Types of Japanese Rice Crackers – Arare, Okaki, and Senbei
Japanese Rice Crackers – Arare, Okaki, and Senbei
Arare, okaki, and senbei are types of Japanese rice crackers. They're usually made with a sweetened rice flour dough that's baked into thin, flat sheets and then cut into shapes. They are popular snacks in Japan, especially during the New Year holiday when they are traditionally eaten with sake or tea.
The main differences between arare, okaki, and senbei are their size and how they're made:
- Arare (small)
- Okaki (medium)
- Senbei (large)
Arare is pressed into thin rounds while okaki are triangular shapes and senbei are rectangular pieces of rice cracker.
Senbei were first made in Osaka around 1700 CE as a way to use leftover rice flour from making porridge (mochi).
Okaki were first invented by the people of the Nara region in Japan around 800 years ago. They were originally made to celebrate the harvest season in autumn, but they quickly became popular throughout Japan.
Arare were created later on by pressing okaki into round shapes.
What is arare and what does it look like?

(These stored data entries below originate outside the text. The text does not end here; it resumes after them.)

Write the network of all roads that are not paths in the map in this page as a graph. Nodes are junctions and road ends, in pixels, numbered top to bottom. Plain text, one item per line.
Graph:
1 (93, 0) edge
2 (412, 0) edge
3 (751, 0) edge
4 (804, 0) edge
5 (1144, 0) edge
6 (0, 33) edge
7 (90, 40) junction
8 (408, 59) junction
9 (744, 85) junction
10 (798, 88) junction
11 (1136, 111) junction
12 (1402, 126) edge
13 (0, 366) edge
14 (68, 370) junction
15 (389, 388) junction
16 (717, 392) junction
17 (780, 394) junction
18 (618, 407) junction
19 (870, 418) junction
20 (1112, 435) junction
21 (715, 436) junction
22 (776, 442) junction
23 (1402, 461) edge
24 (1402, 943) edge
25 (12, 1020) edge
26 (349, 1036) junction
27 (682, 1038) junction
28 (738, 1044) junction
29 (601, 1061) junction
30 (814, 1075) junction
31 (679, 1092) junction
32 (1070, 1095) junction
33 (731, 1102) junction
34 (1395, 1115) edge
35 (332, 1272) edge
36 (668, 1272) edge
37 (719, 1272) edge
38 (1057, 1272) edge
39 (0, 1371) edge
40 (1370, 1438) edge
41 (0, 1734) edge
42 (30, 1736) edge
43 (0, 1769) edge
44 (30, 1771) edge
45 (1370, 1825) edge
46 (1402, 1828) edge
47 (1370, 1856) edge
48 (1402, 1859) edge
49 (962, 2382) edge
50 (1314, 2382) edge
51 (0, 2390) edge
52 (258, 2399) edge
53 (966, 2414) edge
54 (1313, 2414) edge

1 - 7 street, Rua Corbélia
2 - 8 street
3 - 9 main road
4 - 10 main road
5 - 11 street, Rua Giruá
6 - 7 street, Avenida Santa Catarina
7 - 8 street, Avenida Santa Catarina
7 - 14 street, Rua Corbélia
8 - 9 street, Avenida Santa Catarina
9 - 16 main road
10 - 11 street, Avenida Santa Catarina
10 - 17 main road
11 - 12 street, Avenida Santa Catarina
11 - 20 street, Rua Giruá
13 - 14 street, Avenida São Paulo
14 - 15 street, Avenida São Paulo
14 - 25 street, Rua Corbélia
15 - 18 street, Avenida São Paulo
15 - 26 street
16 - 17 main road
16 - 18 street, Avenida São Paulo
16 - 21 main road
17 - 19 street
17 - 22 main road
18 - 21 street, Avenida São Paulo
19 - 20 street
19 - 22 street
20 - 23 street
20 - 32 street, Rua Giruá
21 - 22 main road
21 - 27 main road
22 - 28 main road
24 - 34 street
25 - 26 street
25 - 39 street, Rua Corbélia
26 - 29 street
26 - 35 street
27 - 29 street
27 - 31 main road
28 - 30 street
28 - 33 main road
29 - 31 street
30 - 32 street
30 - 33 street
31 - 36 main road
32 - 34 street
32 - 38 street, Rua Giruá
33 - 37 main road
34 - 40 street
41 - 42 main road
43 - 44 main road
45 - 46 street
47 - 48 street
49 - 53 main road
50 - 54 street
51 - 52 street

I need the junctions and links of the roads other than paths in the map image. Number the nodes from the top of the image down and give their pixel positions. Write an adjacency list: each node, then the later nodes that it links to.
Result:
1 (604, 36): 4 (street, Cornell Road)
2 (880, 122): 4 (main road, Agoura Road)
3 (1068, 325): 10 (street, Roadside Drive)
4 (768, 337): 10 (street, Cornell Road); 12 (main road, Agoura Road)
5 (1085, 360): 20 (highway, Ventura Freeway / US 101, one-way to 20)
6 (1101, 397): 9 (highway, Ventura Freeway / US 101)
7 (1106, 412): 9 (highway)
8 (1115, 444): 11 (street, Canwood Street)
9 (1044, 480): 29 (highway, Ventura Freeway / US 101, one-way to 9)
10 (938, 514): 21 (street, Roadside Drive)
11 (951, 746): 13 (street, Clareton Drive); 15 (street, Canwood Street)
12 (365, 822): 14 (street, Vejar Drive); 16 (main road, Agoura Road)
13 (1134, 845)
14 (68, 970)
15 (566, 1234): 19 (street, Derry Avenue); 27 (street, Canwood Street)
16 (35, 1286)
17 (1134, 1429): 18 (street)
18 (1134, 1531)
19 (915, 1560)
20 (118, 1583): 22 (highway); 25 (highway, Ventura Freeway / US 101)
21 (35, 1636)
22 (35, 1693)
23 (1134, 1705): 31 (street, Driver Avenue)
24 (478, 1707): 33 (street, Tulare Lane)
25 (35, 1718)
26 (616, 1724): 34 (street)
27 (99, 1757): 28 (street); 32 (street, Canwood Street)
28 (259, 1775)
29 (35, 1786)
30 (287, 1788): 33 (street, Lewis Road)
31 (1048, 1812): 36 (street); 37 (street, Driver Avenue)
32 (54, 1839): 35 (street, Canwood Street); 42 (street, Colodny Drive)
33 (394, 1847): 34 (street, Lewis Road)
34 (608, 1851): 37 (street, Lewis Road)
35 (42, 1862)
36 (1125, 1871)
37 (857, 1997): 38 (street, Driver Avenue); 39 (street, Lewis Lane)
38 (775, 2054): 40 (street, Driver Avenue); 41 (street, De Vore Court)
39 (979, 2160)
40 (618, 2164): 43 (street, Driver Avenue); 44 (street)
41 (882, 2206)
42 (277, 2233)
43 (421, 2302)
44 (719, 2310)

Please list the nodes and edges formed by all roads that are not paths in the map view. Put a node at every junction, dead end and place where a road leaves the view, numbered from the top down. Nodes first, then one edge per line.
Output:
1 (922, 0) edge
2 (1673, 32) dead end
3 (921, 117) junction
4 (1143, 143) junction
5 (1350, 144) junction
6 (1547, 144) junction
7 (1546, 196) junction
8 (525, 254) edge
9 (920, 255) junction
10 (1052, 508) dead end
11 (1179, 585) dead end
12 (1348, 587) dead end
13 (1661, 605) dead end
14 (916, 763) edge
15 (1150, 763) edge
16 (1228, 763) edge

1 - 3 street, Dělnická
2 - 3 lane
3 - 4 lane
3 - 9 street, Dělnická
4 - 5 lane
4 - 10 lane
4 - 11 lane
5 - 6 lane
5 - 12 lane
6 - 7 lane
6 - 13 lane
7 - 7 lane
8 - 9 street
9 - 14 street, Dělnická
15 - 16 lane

Arare (あられ) is a round bite-sized crunchy Japanese rice cracker that is made from cooked rice, wheat flour and flavored with soy sauce sesame seeds or seaweed. The texture of arare is very crispy, but the taste is sweet and savory. The most common way to eat arare is to dip it in soy sauce or ponzu sauce (citrus-based dipping sauce). They are also often served at tea ceremonies as an accompaniment to matcha tea.
As its name suggests, they are shaped like a rice ball, which is why they're also called ‘rice ball cracker’ or ‘ball-shaped rice cracker’.
There are many different types of arare available in Japan, including ones that have different shapes and flavors such as wasabi (Japanese horseradish) and matcha (powdered green tea). Arare can be found with colors including white, yellow, pink and green.
What does arare taste like?
Arare tastes sweet and savory at the same time. It has a rich flavor from the soy sauce that gives it a nice kick!
Arare tastes similar to puffed rice (also known as rice cakes) but with a lighter texture that makes it easier to eat. They have a sweet flavor but not too sugary since they're only made from three ingredients: rice flour, sugar and salt! You can eat them plain or dip them in soy sauce for added flavor
How is arare made?
Arare are made from a dough using rice flour, sugar, water and salt.
First, is the mixing of cooked rice with wheat flour and salt. Then add water and the mixture is kneaded until it becomes dough. Next, the dough is cut into small pieces and baked over an open flame until they start to brown. After that they're fried in oil until they turn golden brown. Finally, the freshly baked crackers are cooled down so that they maintain their crispiness until they reach their final destination: your mouth!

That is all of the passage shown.